Вовка достал из кармана кружок копченой колбасы и протянул Валерке:
— Спрячь подальше.
Колбаса так аппетитно пахла, что Валерка не удержался и положил ее в рот.
— Вот человек! — возмутился Вовка. — В животе ни одна ищейка не обнаружит… На еще! Спрячь… вон хотя бы под кресло.
Валерка спрятал.
— Джим! — позвал Вовка. — Ко мне!
Из прихожей на кривых лапах выкатился пузатый серый щенок с белой отметиной на лбу. Умильно облизываясь, он стал карабкаться к Вовке на колени.
— Ищи, Джим! — строго сказал Вовка.
Щенок опрометью бросился под кресло и через секунду, радостный, выскочил оттуда с кружком колбасы в маленьких острых зубах.
— Ну что! Я говорил? — ликовал Вовка. — Я уже десять раз этот опыт продемонстрировал…
— И все под кресло клал?
— И под стол тоже…
— Понятно, — сказал Валерка, — щенок что надо!
Из-под кровати послышалось довольное урчание. Вовка кинулся туда и за хвост вытащил щенка, запустившего зубы в круг колбасы, торчащий из зеленого вещевого мешка.
— Вот чутье! — смущенно проговорил Вовка. — Через мешок учуял… С таким щенком не пропадешь на границе!
— Пропасть не пропадешь, а с голоду умереть можно, — сказал Валерка. — А зачем колбасу в мешке держишь?
— Ти-ше! — зашикал Вовка. — Услышат… На границу собрался… К пограничникам. Надо же этого проклятого шпиона поймать!

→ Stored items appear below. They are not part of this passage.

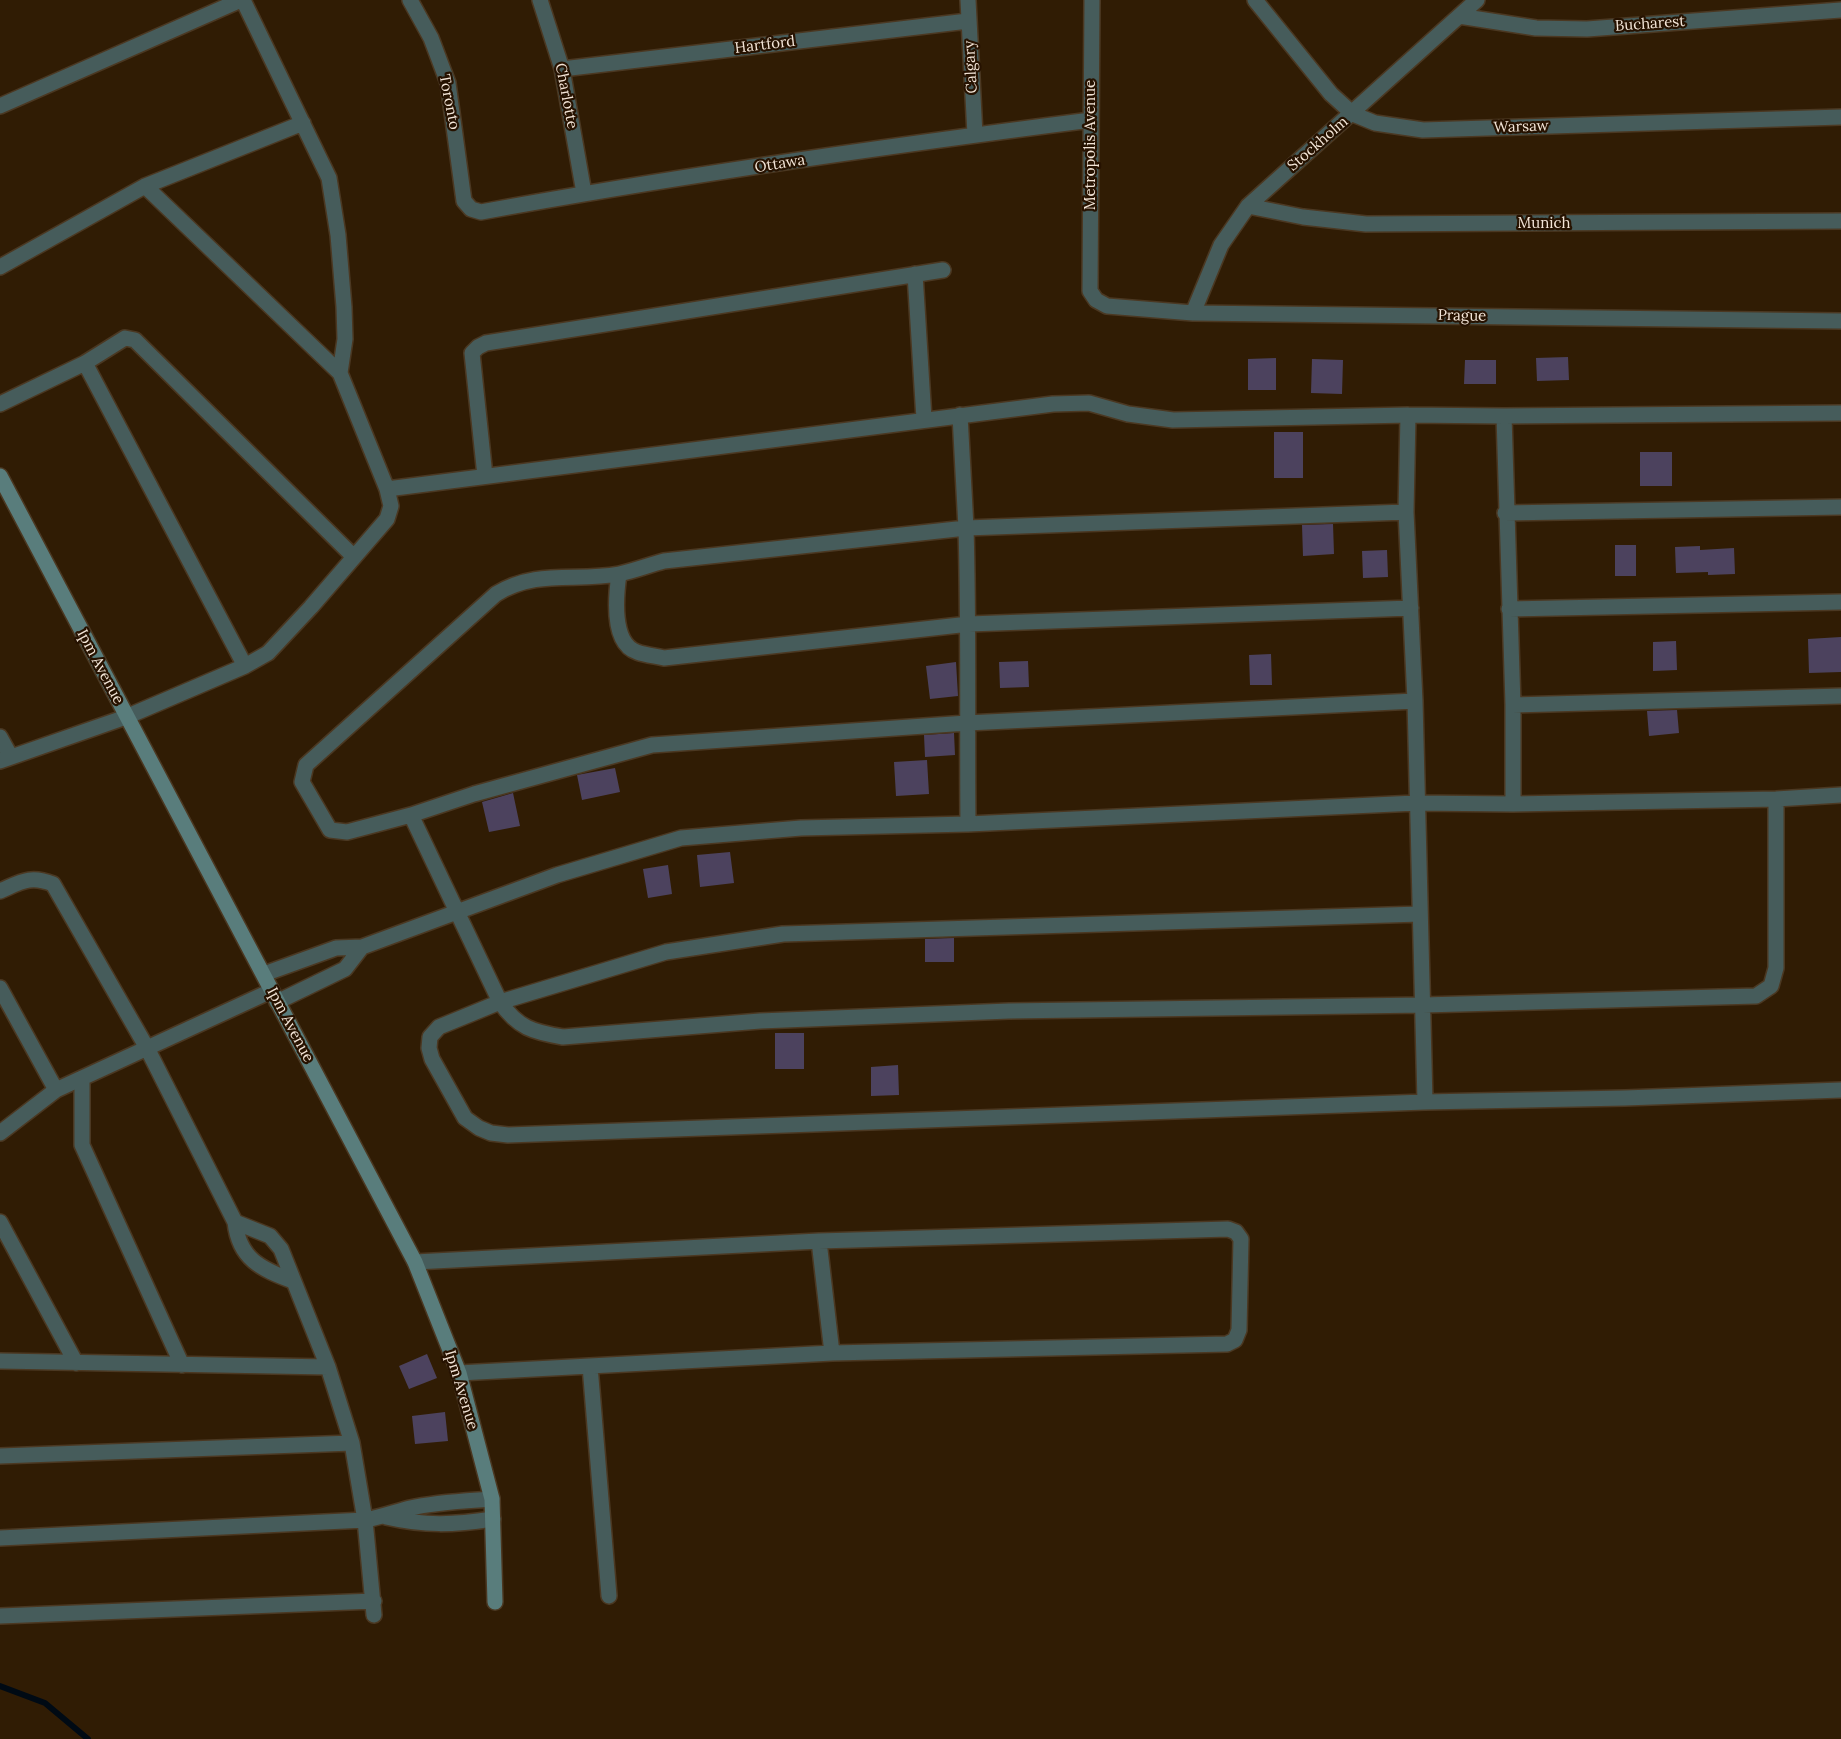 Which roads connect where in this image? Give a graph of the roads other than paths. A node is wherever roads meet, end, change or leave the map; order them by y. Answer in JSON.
{"nodes":[{"id":1,"x":242,"y":0,"type":"edge"},
{"id":2,"x":410,"y":0,"type":"edge"},
{"id":3,"x":540,"y":0,"type":"edge"},
{"id":4,"x":968,"y":0,"type":"edge"},
{"id":5,"x":1092,"y":0,"type":"edge"},
{"id":6,"x":1255,"y":0,"type":"edge"},
{"id":7,"x":1477,"y":0,"type":"edge"},
{"id":8,"x":1841,"y":10,"type":"edge"},
{"id":9,"x":1459,"y":16,"type":"junction"},
{"id":10,"x":968,"y":20,"type":"junction"},
{"id":11,"x":562,"y":70,"type":"junction"},
{"id":12,"x":0,"y":106,"type":"edge"},
{"id":13,"x":1353,"y":114,"type":"junction"},
{"id":14,"x":1841,"y":117,"type":"edge"},
{"id":15,"x":1091,"y":120,"type":"junction"},
{"id":16,"x":303,"y":123,"type":"junction"},
{"id":17,"x":974,"y":135,"type":"junction"},
{"id":18,"x":145,"y":186,"type":"junction"},
{"id":19,"x":584,"y":193,"type":"junction"},
{"id":20,"x":1248,"y":206,"type":"junction"},
{"id":21,"x":471,"y":209,"type":"joint"},
{"id":22,"x":1841,"y":221,"type":"edge"},
{"id":23,"x":0,"y":267,"type":"edge"},
{"id":24,"x":944,"y":270,"type":"dead end"},
{"id":25,"x":915,"y":274,"type":"junction"},
{"id":26,"x":1090,"y":291,"type":"joint"},
{"id":27,"x":1193,"y":313,"type":"junction"},
{"id":28,"x":1841,"y":322,"type":"edge"},
{"id":29,"x":84,"y":363,"type":"junction"},
{"id":30,"x":340,"y":373,"type":"junction"},
{"id":31,"x":0,"y":404,"type":"edge"},
{"id":32,"x":1841,"y":413,"type":"edge"},
{"id":33,"x":960,"y":415,"type":"junction"},
{"id":34,"x":1408,"y":415,"type":"junction"},
{"id":35,"x":1504,"y":416,"type":"junction"},
{"id":36,"x":924,"y":419,"type":"junction"},
{"id":37,"x":0,"y":476,"type":"edge"},
{"id":38,"x":485,"y":476,"type":"junction"},
{"id":39,"x":387,"y":489,"type":"junction"},
{"id":40,"x":1841,"y":507,"type":"edge"},
{"id":41,"x":1406,"y":512,"type":"junction"},
{"id":42,"x":1505,"y":513,"type":"junction"},
{"id":43,"x":966,"y":528,"type":"junction"},
{"id":44,"x":354,"y":557,"type":"junction"},
{"id":45,"x":619,"y":574,"type":"junction"},
{"id":46,"x":1841,"y":602,"type":"edge"},
{"id":47,"x":1411,"y":608,"type":"junction"},
{"id":48,"x":1508,"y":609,"type":"junction"},
{"id":49,"x":969,"y":624,"type":"junction"},
{"id":50,"x":245,"y":666,"type":"junction"},
{"id":51,"x":1841,"y":696,"type":"edge"},
{"id":52,"x":1415,"y":701,"type":"junction"},
{"id":53,"x":1513,"y":705,"type":"junction"},
{"id":54,"x":126,"y":717,"type":"junction"},
{"id":55,"x":967,"y":723,"type":"junction"},
{"id":56,"x":0,"y":737,"type":"edge"},
{"id":57,"x":5,"y":759,"type":"edge"},
{"id":58,"x":1841,"y":795,"type":"edge"},
{"id":59,"x":1776,"y":799,"type":"junction"},
{"id":60,"x":1416,"y":803,"type":"junction"},
{"id":61,"x":1513,"y":804,"type":"junction"},
{"id":62,"x":411,"y":815,"type":"junction"},
{"id":63,"x":968,"y":824,"type":"junction"},
{"id":64,"x":0,"y":890,"type":"edge"},
{"id":65,"x":457,"y":911,"type":"junction"},
{"id":66,"x":1420,"y":914,"type":"junction"},
{"id":67,"x":362,"y":947,"type":"junction"},
{"id":68,"x":264,"y":974,"type":"junction"},
{"id":69,"x":0,"y":988,"type":"edge"},
{"id":70,"x":274,"y":996,"type":"junction"},
{"id":71,"x":500,"y":1002,"type":"junction"},
{"id":72,"x":1423,"y":1005,"type":"junction"},
{"id":73,"x":147,"y":1048,"type":"junction"},
{"id":74,"x":82,"y":1078,"type":"junction"},
{"id":75,"x":56,"y":1090,"type":"junction"},
{"id":76,"x":1841,"y":1090,"type":"edge"},
{"id":77,"x":1425,"y":1102,"type":"junction"},
{"id":78,"x":0,"y":1133,"type":"edge"},
{"id":79,"x":0,"y":1222,"type":"edge"},
{"id":80,"x":235,"y":1222,"type":"junction"},
{"id":81,"x":819,"y":1241,"type":"junction"},
{"id":82,"x":415,"y":1262,"type":"junction"},
{"id":83,"x":293,"y":1281,"type":"junction"},
{"id":84,"x":832,"y":1353,"type":"junction"},
{"id":85,"x":0,"y":1361,"type":"edge"},
{"id":86,"x":76,"y":1363,"type":"junction"},
{"id":87,"x":182,"y":1364,"type":"junction"},
{"id":88,"x":590,"y":1366,"type":"junction"},
{"id":89,"x":328,"y":1367,"type":"junction"},
{"id":90,"x":459,"y":1373,"type":"junction"},
{"id":91,"x":352,"y":1443,"type":"junction"},
{"id":92,"x":0,"y":1456,"type":"edge"},
{"id":93,"x":492,"y":1498,"type":"junction"},
{"id":94,"x":384,"y":1516,"type":"junction"},
{"id":95,"x":493,"y":1519,"type":"junction"},
{"id":96,"x":365,"y":1520,"type":"junction"},
{"id":97,"x":0,"y":1538,"type":"edge"},
{"id":98,"x":609,"y":1596,"type":"dead end"},
{"id":99,"x":495,"y":1602,"type":"dead end"},
{"id":100,"x":0,"y":1616,"type":"edge"}],
"edges":[{"from":1,"to":12,"type":"street"},
{"from":1,"to":16,"type":"street"},
{"from":2,"to":21,"type":"street","name":"Toronto"},
{"from":3,"to":11,"type":"street","name":"Charlotte"},
{"from":4,"to":10,"type":"street","name":"Calgary"},
{"from":5,"to":15,"type":"street","name":"Metropolis Avenue"},
{"from":6,"to":13,"type":"street","name":"Warsaw"},
{"from":7,"to":9,"type":"street","name":"Stockholm"},
{"from":8,"to":9,"type":"street","name":"Bucharest"},
{"from":9,"to":13,"type":"street","name":"Stockholm"},
{"from":10,"to":11,"type":"street","name":"Hartford"},
{"from":10,"to":17,"type":"street","name":"Calgary"},
{"from":11,"to":19,"type":"street","name":"Charlotte"},
{"from":13,"to":14,"type":"street","name":"Warsaw"},
{"from":13,"to":20,"type":"street","name":"Stockholm"},
{"from":15,"to":17,"type":"street","name":"Ottawa"},
{"from":15,"to":26,"type":"street","name":"Metropolis Avenue"},
{"from":16,"to":18,"type":"street"},
{"from":16,"to":30,"type":"street"},
{"from":17,"to":19,"type":"street","name":"Ottawa"},
{"from":18,"to":23,"type":"street"},
{"from":18,"to":30,"type":"street"},
{"from":19,"to":21,"type":"street","name":"Ottawa"},
{"from":20,"to":22,"type":"street","name":"Munich"},
{"from":20,"to":27,"type":"street","name":"Stockholm"},
{"from":24,"to":25,"type":"street"},
{"from":25,"to":36,"type":"street"},
{"from":25,"to":38,"type":"street"},
{"from":26,"to":27,"type":"street","name":"Prague"},
{"from":27,"to":28,"type":"street","name":"Prague"},
{"from":29,"to":31,"type":"street"},
{"from":29,"to":44,"type":"street"},
{"from":29,"to":50,"type":"street"},
{"from":30,"to":39,"type":"street"},
{"from":32,"to":35,"type":"street"},
{"from":33,"to":34,"type":"street"},
{"from":33,"to":36,"type":"street"},
{"from":33,"to":43,"type":"street"},
{"from":34,"to":35,"type":"street"},
{"from":34,"to":41,"type":"street"},
{"from":35,"to":42,"type":"street"},
{"from":36,"to":38,"type":"street"},
{"from":37,"to":54,"type":"street","name":"Ipm Avenue"},
{"from":38,"to":39,"type":"street"},
{"from":39,"to":44,"type":"street"},
{"from":40,"to":42,"type":"street"},
{"from":41,"to":43,"type":"street"},
{"from":41,"to":47,"type":"street"},
{"from":42,"to":48,"type":"street"},
{"from":43,"to":45,"type":"street"},
{"from":43,"to":49,"type":"street"},
{"from":44,"to":50,"type":"street"},
{"from":45,"to":49,"type":"street"},
{"from":45,"to":62,"type":"street"},
{"from":46,"to":48,"type":"street"},
{"from":47,"to":49,"type":"street"},
{"from":47,"to":52,"type":"street"},
{"from":48,"to":53,"type":"street"},
{"from":49,"to":55,"type":"street"},
{"from":50,"to":54,"type":"street"},
{"from":51,"to":53,"type":"street"},
{"from":52,"to":55,"type":"street"},
{"from":52,"to":60,"type":"street"},
{"from":53,"to":61,"type":"street"},
{"from":54,"to":57,"type":"street"},
{"from":54,"to":68,"type":"street","name":"Ipm Avenue"},
{"from":55,"to":62,"type":"street"},
{"from":55,"to":63,"type":"street"},
{"from":56,"to":57,"type":"street"},
{"from":58,"to":59,"type":"street"},
{"from":59,"to":61,"type":"street"},
{"from":59,"to":72,"type":"street"},
{"from":60,"to":61,"type":"street"},
{"from":60,"to":63,"type":"street"},
{"from":60,"to":66,"type":"street"},
{"from":62,"to":65,"type":"street"},
{"from":63,"to":65,"type":"street"},
{"from":64,"to":73,"type":"street"},
{"from":65,"to":67,"type":"street"},
{"from":65,"to":71,"type":"street"},
{"from":66,"to":71,"type":"street"},
{"from":66,"to":72,"type":"street"},
{"from":67,"to":68,"type":"street"},
{"from":67,"to":70,"type":"street"},
{"from":68,"to":70,"type":"street","name":"Ipm Avenue"},
{"from":69,"to":75,"type":"street"},
{"from":70,"to":73,"type":"street"},
{"from":70,"to":82,"type":"street","name":"Ipm Avenue"},
{"from":71,"to":72,"type":"street"},
{"from":71,"to":77,"type":"street"},
{"from":72,"to":77,"type":"street"},
{"from":73,"to":74,"type":"street"},
{"from":73,"to":80,"type":"street"},
{"from":74,"to":75,"type":"street"},
{"from":74,"to":87,"type":"street"},
{"from":75,"to":78,"type":"street"},
{"from":76,"to":77,"type":"street"},
{"from":79,"to":86,"type":"street"},
{"from":80,"to":83,"type":"street"},
{"from":80,"to":83,"type":"street"},
{"from":81,"to":82,"type":"street"},
{"from":81,"to":84,"type":"street"},
{"from":81,"to":84,"type":"street"},
{"from":82,"to":90,"type":"street","name":"Ipm Avenue"},
{"from":83,"to":89,"type":"street"},
{"from":84,"to":88,"type":"street"},
{"from":85,"to":86,"type":"street"},
{"from":86,"to":87,"type":"street"},
{"from":87,"to":89,"type":"street"},
{"from":88,"to":90,"type":"street"},
{"from":88,"to":98,"type":"street"},
{"from":89,"to":91,"type":"street"},
{"from":90,"to":93,"type":"street","name":"Ipm Avenue"},
{"from":91,"to":92,"type":"street"},
{"from":91,"to":96,"type":"street"},
{"from":93,"to":94,"type":"street"},
{"from":93,"to":95,"type":"street","name":"Ipm Avenue"},
{"from":94,"to":95,"type":"street"},
{"from":94,"to":96,"type":"street"},
{"from":95,"to":99,"type":"street","name":"Ipm Avenue"},
{"from":96,"to":97,"type":"street"},
{"from":96,"to":100,"type":"street"}]}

Вовка поправил на шее повязку и прогнал щенка в прихожую.
— Овчарка…
Немного помолчав, он сказал:
— Валер, вы подождите эту «молнию» выпускать. И в «Пионерскую правду» пока писать не надо… Вот поймаю шпиона, тогда пожалуйста… Вон сколько про пограничников написано.
Вовка принялся рассказывать о приключениях храброго пограничника Карацупы. Рассказывал долго и интересно. Недаром за эти два дня столько книг перечитал. Валерка слушал, и серые глаза его блестели от возбуждения. Ему тоже захотелось стать пограничником. Он уже видел далекую пограничную заставу, окруженную тихими тревожными лесами. Реку, отделяющую нашу границу от чужой Темной ночью под водой с камышиной во рту пробираются к нашему берегу враги… А в кустах их уже поджидают он, Валерка, и Вовка Шошин.
— Вовка, — сказал Валерка, — давай вместе убежим, а?
— Идет! — обрадовался Вовка. — Вдвоем даже лучше…
— А возьмут?
— Меня возьмут, — уверенно сказал Вовка, — я длинный…
— Пограничник не обязательно должен быть длинным, — обиделся Валерка. — Маленькому еще и лучше. Спрятался в кустах — и не видно. А что хорошего, если твоя голова торчать будет?
— Не увидят.
— А в бинокль?
Вовка вдруг покраснел, ослиные уши за его спиной закачались. Он встал, вытащил из-под кровати вещевой мешок и достал бинокль.
— На, бери… Думаешь, я жила?
— Что ты! — сказал Валерка и повесил бинокль себе на шею.
Вовка засунул в мешок руку и достал кусок копченой колбасы.
— Все слопаем, а на дорогу что? — спросил Валерка.
— У меня же ангина, — сказал Вовка. — Давай лучше к пограничникам летом!